• [Record extracts]:
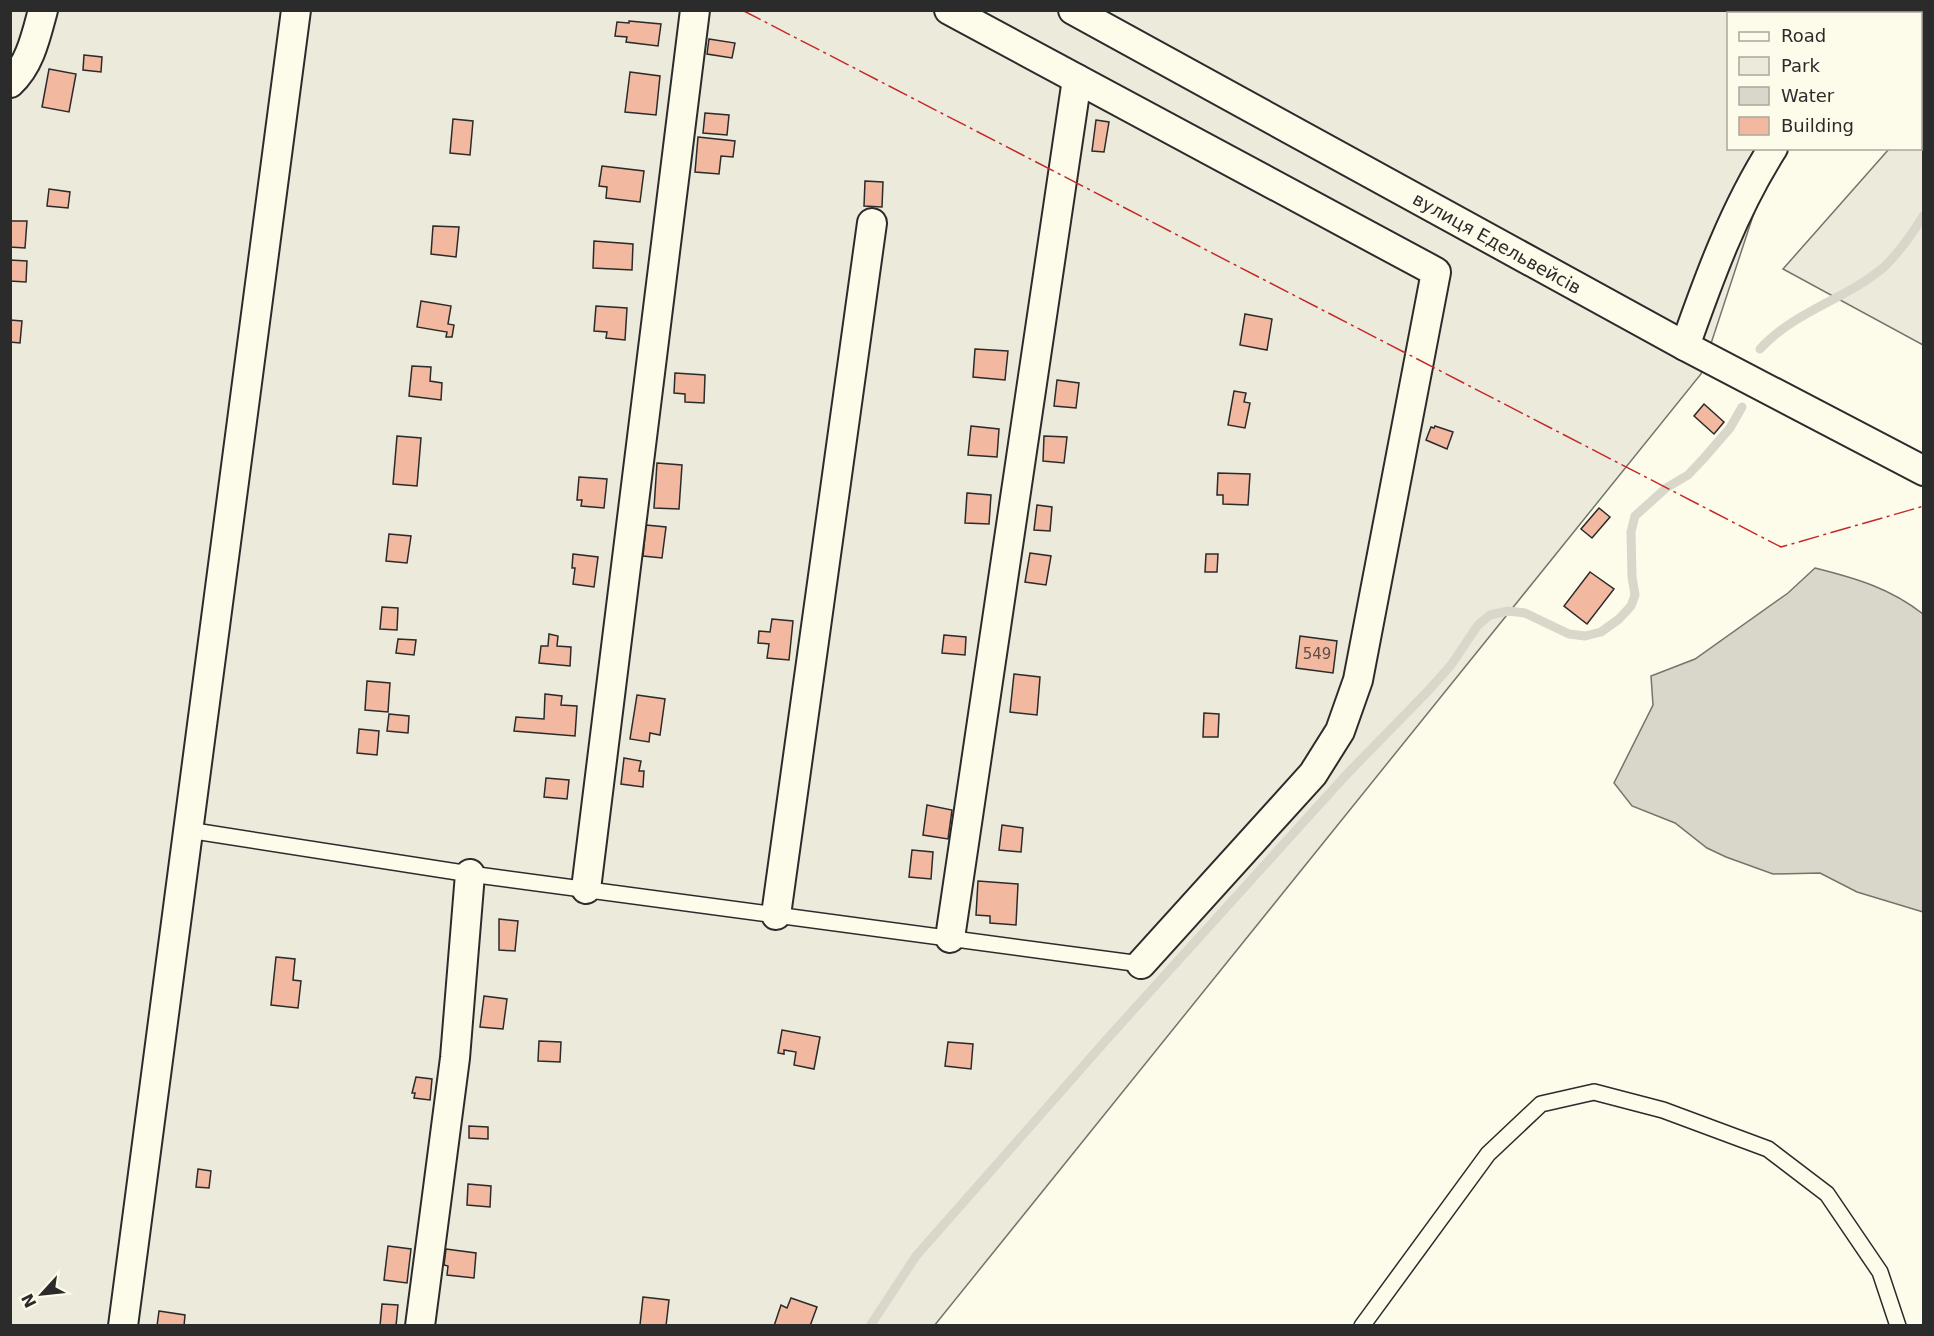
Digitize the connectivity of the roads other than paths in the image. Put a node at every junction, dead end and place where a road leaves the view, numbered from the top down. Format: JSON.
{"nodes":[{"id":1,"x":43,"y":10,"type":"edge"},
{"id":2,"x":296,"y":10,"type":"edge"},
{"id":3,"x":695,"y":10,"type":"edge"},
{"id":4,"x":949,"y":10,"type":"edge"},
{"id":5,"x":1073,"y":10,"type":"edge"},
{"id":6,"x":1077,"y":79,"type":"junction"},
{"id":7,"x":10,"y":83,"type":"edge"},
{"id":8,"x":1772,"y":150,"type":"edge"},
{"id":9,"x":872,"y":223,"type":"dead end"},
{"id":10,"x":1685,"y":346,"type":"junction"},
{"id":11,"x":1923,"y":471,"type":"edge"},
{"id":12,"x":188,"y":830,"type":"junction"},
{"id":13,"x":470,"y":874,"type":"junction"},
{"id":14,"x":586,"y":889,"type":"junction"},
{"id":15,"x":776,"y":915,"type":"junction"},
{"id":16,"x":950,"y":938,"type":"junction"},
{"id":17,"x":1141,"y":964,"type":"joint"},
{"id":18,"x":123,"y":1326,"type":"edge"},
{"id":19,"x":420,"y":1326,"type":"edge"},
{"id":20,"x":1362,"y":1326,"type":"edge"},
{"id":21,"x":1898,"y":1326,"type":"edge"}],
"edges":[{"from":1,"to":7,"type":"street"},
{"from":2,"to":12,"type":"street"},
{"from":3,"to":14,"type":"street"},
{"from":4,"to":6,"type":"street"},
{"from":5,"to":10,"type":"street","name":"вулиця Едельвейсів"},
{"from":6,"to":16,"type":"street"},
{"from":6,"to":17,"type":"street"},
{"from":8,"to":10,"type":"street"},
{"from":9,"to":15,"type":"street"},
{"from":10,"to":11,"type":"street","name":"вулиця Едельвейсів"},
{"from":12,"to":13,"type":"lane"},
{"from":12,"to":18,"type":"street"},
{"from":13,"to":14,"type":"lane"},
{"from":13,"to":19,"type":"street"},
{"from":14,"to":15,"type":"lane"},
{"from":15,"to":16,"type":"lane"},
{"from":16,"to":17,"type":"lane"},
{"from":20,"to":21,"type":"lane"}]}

• [Exercise brief]:
Except for pictures, copy the records above exactly.

• [Response for this exercise]:
Digitize the connectivity of the roads other than paths in the image. Put a node at every junction, dead end and place where a road leaves the view, numbered from the top down. Format: JSON.
{"nodes":[{"id":1,"x":43,"y":10,"type":"edge"},
{"id":2,"x":296,"y":10,"type":"edge"},
{"id":3,"x":695,"y":10,"type":"edge"},
{"id":4,"x":949,"y":10,"type":"edge"},
{"id":5,"x":1073,"y":10,"type":"edge"},
{"id":6,"x":1077,"y":79,"type":"junction"},
{"id":7,"x":10,"y":83,"type":"edge"},
{"id":8,"x":1772,"y":150,"type":"edge"},
{"id":9,"x":872,"y":223,"type":"dead end"},
{"id":10,"x":1685,"y":346,"type":"junction"},
{"id":11,"x":1923,"y":471,"type":"edge"},
{"id":12,"x":188,"y":830,"type":"junction"},
{"id":13,"x":470,"y":874,"type":"junction"},
{"id":14,"x":586,"y":889,"type":"junction"},
{"id":15,"x":776,"y":915,"type":"junction"},
{"id":16,"x":950,"y":938,"type":"junction"},
{"id":17,"x":1141,"y":964,"type":"joint"},
{"id":18,"x":123,"y":1326,"type":"edge"},
{"id":19,"x":420,"y":1326,"type":"edge"},
{"id":20,"x":1362,"y":1326,"type":"edge"},
{"id":21,"x":1898,"y":1326,"type":"edge"}],
"edges":[{"from":1,"to":7,"type":"street"},
{"from":2,"to":12,"type":"street"},
{"from":3,"to":14,"type":"street"},
{"from":4,"to":6,"type":"street"},
{"from":5,"to":10,"type":"street","name":"вулиця Едельвейсів"},
{"from":6,"to":16,"type":"street"},
{"from":6,"to":17,"type":"street"},
{"from":8,"to":10,"type":"street"},
{"from":9,"to":15,"type":"street"},
{"from":10,"to":11,"type":"street","name":"вулиця Едельвейсів"},
{"from":12,"to":13,"type":"lane"},
{"from":12,"to":18,"type":"street"},
{"from":13,"to":14,"type":"lane"},
{"from":13,"to":19,"type":"street"},
{"from":14,"to":15,"type":"lane"},
{"from":15,"to":16,"type":"lane"},
{"from":16,"to":17,"type":"lane"},
{"from":20,"to":21,"type":"lane"}]}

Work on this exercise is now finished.